Among the many choices the entrepreneur faces in setting up a business from scratch is deciding upon the type of structure he/she will set as the framework for the enterprise.
Sometimes the alternatives are few and the choice is readily apparent.
At others, it may be more difficult to know what’s best.
Typically, the decision about the structure of your business is influenced by the following factors and the answers you come up with to some pertinent questions like:
1. What’s my vision, long-term, for the business? Do I plan to stay a small solo business or do I have a more grandiose vision of a large corporation looming in the future?
2. Do I plan to seek help in the ownership or management of my firm?
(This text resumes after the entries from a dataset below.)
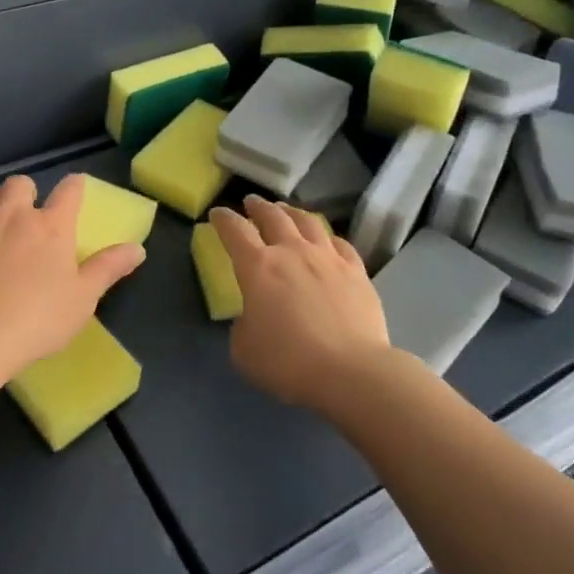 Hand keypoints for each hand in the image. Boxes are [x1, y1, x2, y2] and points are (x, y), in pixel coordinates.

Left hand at [0, 174, 145, 384]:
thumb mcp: (82, 299)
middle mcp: (14, 214)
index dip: (75, 186)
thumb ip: (108, 269)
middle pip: (21, 183)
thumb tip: (138, 248)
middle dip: (26, 193)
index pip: (69, 190)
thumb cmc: (36, 319)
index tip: (75, 189)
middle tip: (28, 217)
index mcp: (52, 226)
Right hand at [211, 196, 392, 410]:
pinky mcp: (356, 271)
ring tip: (286, 210)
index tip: (217, 213)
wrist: (350, 371)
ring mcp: (327, 258)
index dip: (223, 219)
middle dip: (258, 207)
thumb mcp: (244, 350)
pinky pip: (340, 243)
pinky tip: (327, 239)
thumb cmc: (288, 362)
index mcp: (258, 267)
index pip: (235, 231)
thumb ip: (243, 325)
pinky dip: (327, 236)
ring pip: (308, 222)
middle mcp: (292, 252)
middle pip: (273, 217)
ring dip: (292, 212)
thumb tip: (253, 315)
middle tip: (252, 202) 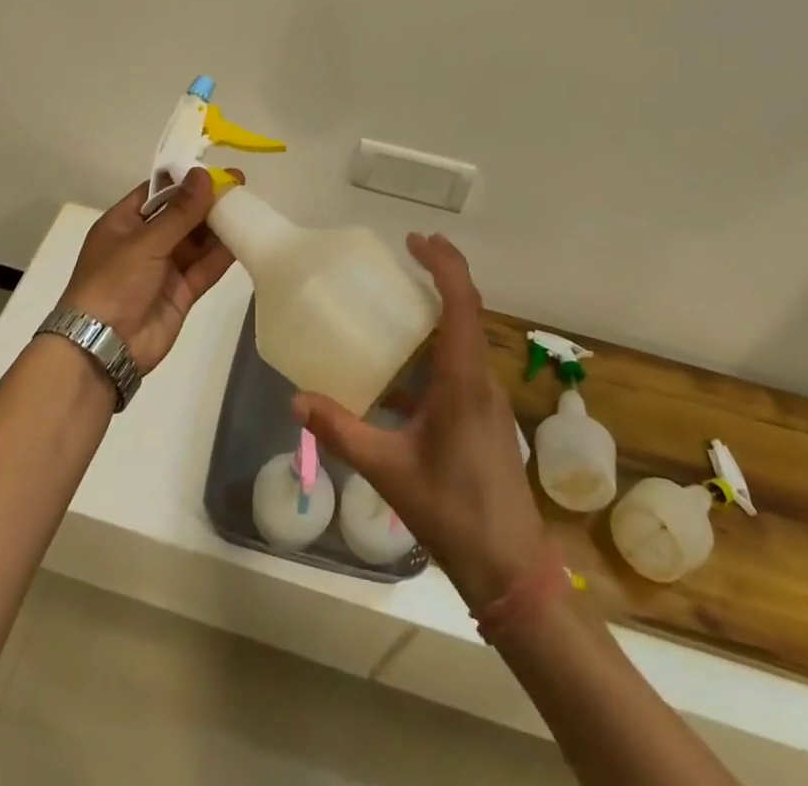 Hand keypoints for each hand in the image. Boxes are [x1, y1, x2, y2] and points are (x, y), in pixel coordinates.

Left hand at [60, 169, 236, 374]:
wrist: (103, 347)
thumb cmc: (114, 282)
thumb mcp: (145, 241)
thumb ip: (180, 211)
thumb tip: (204, 174)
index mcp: (124, 223)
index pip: (157, 193)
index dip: (185, 180)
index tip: (215, 169)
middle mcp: (144, 242)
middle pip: (181, 215)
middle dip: (207, 202)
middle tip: (240, 185)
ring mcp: (163, 268)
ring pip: (196, 241)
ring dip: (218, 226)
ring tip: (248, 207)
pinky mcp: (181, 292)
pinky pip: (204, 268)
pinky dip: (222, 255)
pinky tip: (243, 238)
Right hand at [293, 233, 547, 608]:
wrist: (511, 568)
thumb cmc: (453, 512)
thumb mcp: (388, 470)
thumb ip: (341, 431)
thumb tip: (296, 400)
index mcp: (463, 381)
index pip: (461, 303)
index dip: (443, 264)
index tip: (415, 240)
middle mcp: (480, 380)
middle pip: (469, 310)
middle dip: (442, 274)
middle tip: (407, 253)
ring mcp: (486, 399)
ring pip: (466, 337)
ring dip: (440, 310)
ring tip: (399, 300)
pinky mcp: (484, 418)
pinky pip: (460, 365)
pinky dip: (434, 349)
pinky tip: (400, 373) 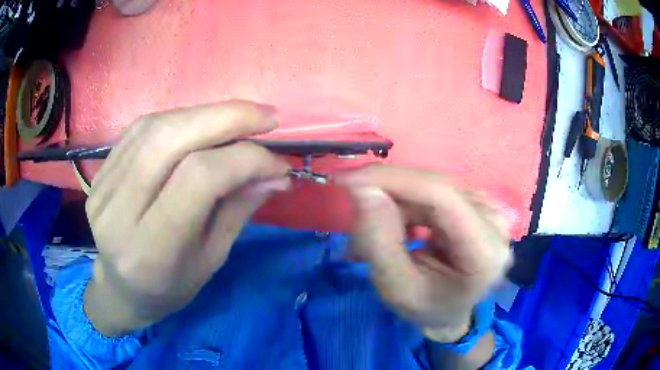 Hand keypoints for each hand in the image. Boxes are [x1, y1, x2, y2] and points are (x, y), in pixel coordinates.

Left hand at [84, 101, 289, 335]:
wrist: (119, 288)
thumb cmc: (169, 287)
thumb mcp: (210, 259)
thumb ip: (237, 209)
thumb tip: (275, 172)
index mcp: (151, 250)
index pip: (199, 179)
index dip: (245, 159)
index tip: (278, 163)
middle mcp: (120, 212)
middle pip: (169, 139)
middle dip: (226, 117)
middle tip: (267, 116)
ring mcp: (104, 188)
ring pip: (154, 127)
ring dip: (204, 114)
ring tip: (239, 117)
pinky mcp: (100, 173)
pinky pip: (139, 129)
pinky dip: (178, 118)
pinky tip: (199, 123)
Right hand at [337, 165, 510, 341]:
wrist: (451, 311)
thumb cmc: (427, 308)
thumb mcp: (396, 289)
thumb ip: (379, 243)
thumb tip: (363, 189)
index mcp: (485, 251)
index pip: (441, 196)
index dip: (393, 180)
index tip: (347, 180)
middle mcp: (495, 221)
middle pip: (435, 186)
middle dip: (387, 192)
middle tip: (354, 213)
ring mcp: (489, 208)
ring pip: (430, 185)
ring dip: (394, 200)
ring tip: (373, 232)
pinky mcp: (477, 202)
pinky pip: (434, 189)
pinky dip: (406, 202)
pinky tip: (396, 225)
Do I plan to keep firm control of my business or am I willing to give up a substantial portion of the control and assets?
3. What is the best organization method given my tax situation, my other annual earnings, investments and assets, and my willingness to expose my current personal assets to law suits, liens, collateral status, etc.
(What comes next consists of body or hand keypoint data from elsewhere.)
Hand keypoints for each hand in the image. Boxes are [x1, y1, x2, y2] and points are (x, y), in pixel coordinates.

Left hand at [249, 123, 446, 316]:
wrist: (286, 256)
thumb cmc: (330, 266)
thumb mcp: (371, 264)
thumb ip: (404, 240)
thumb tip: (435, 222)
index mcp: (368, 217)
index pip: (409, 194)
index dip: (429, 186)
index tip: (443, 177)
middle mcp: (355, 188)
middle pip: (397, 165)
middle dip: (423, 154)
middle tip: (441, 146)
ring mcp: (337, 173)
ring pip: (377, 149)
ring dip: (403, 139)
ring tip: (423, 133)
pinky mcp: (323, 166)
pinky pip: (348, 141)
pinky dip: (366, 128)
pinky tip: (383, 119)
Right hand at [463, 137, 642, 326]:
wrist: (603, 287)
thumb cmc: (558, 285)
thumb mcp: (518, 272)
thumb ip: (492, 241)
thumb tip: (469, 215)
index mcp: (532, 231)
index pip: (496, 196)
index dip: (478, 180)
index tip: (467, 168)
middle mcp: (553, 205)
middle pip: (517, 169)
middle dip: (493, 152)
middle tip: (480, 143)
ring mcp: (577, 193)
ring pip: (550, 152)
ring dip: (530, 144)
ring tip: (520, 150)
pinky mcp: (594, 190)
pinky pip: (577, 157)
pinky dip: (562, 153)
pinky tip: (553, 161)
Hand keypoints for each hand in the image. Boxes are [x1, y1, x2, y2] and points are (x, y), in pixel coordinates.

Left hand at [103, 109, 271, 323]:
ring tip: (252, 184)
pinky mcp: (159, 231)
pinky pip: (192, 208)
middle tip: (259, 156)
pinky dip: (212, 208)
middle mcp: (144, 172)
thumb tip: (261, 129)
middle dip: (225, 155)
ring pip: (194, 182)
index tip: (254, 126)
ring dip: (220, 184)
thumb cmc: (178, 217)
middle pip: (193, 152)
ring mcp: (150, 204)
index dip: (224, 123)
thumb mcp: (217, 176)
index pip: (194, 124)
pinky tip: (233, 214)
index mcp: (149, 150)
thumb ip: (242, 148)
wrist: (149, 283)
4. What is most cost-effective and practical for the type of business I have?
5. What structure will allow me to keep the largest percentage of the after-tax profits, and at the same time, avoid the most hassles and risk?
6. Will there be any unwanted constraints placed upon me or the business by the city, county, or state if I organize in a certain way?
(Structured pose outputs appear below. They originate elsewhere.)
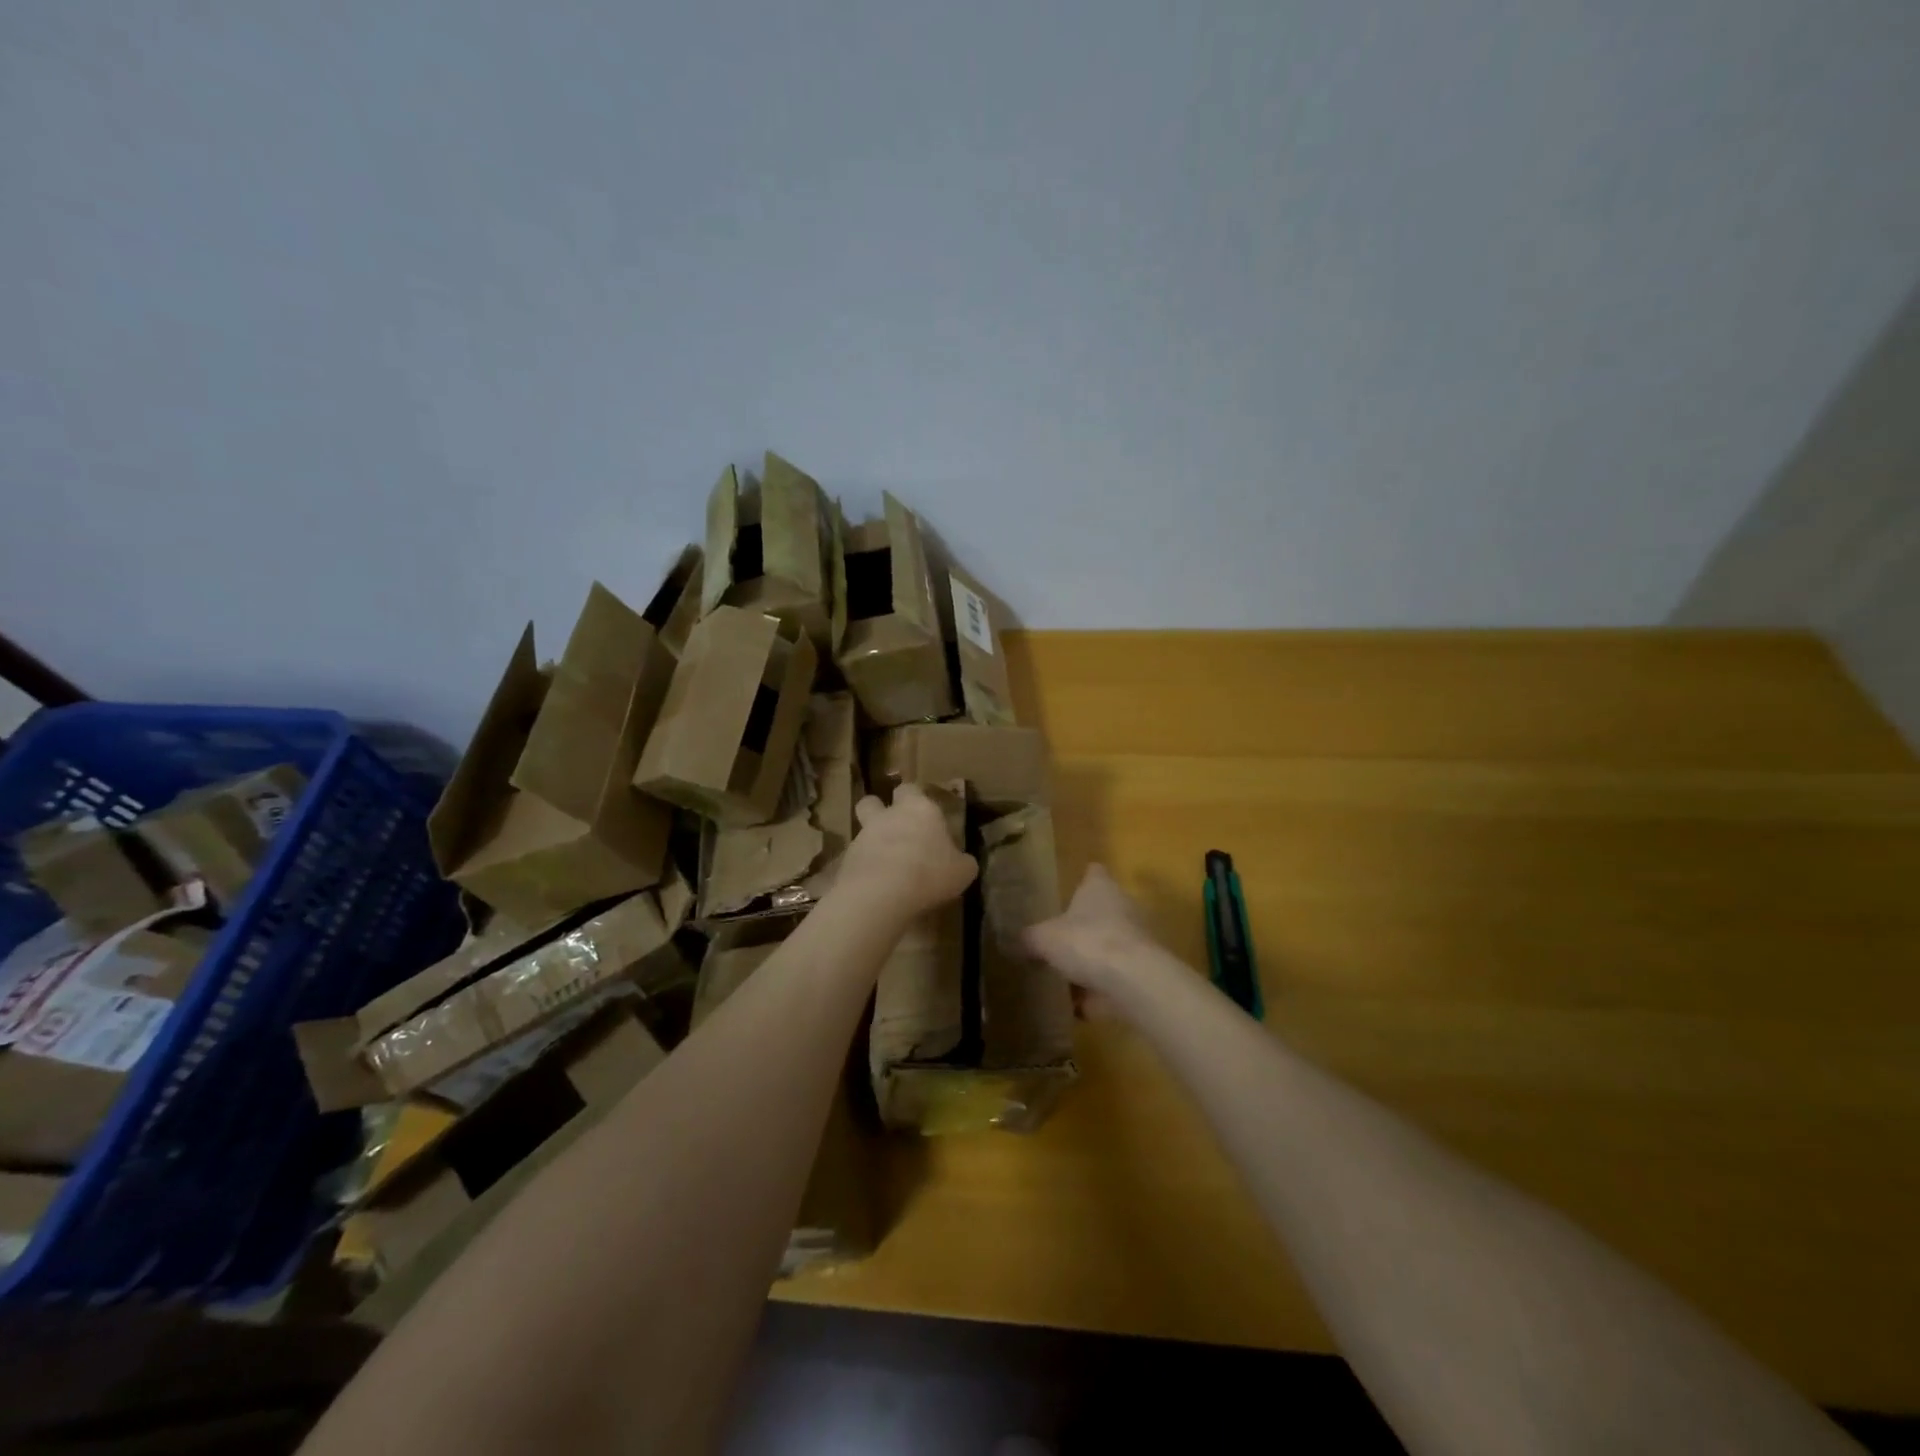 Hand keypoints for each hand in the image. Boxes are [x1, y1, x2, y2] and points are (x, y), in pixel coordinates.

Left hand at [837, 783, 977, 917]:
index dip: (914, 798)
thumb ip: (961, 861)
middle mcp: (888, 816)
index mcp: (919, 809)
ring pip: (863, 830)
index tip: (923, 813)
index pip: (911, 789)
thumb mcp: (962, 871)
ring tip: (886, 865)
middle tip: (894, 830)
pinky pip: (856, 858)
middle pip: (873, 801)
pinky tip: (876, 886)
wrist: (882, 893)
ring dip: (872, 842)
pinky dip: (864, 867)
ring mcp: (863, 836)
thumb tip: (963, 861)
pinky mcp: (847, 860)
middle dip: (879, 810)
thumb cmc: (930, 873)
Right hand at [1021, 864, 1162, 1012]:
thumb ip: (1031, 938)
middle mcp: (1124, 907)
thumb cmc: (1087, 942)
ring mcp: (1137, 941)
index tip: (1069, 891)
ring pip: (1109, 947)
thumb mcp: (1044, 939)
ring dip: (1092, 962)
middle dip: (1083, 925)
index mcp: (1100, 888)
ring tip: (1062, 977)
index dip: (1082, 880)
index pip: (1093, 873)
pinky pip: (1114, 981)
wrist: (1134, 983)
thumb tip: (1021, 940)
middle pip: (1102, 911)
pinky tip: (1075, 1007)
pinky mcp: (1142, 973)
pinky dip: (1098, 993)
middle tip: (1058, 939)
7. What structure affords my business the best legal and asset protection?
8. Do I want to be in a position to seek outside investment? How am I going to finance my business if I decide to expand and grow beyond my personal capacity to fund the growth?
9. How are the other top businesses (my competitors) in my niche structured? How long have they been in existence? Do they know some things that I ought to learn from? Can I follow their example? (Survey the competition, but don’t just automatically assume that your competitors’ situations as the same as yours.)
10. Will my business structure be dictated by my suppliers and wholesalers? If I have a sole proprietorship will that negatively impact my status in the eyes of those whom I rely on for goods and/or services, my financial institutions, or my merchant account holders?
By answering all these questions, or at least considering these issues, you should have a fairly good feel for several issues:
– Whether you plan to grow your business and expand into a larger and more complicated enterprise in the future;
– How you feel about personal risk and exposure to legal actions;
– How much of your “baby” (the business) you’re willing to share;
– How you can avoid excess work, paperwork, and undue stress.
Here’s some good news.
While it’s best to anticipate the longer-term success of your business, the structure can be changed as the business develops and matures.
You won’t be limited to riding the same horse over the complete journey.
Many solo entrepreneurs begin as sole proprietors and move to partnerships and corporations as the business activity warrants.
Usually it’s the need for help in managing or financing the business that dictates this type of move.
We’ll review the pros and cons of differing structures in another discussion.
Above all, if you are undecided, don’t know what’s best for you, or if you have questions or concerns, seek out competent professional legal assistance before you commit to one structure or another.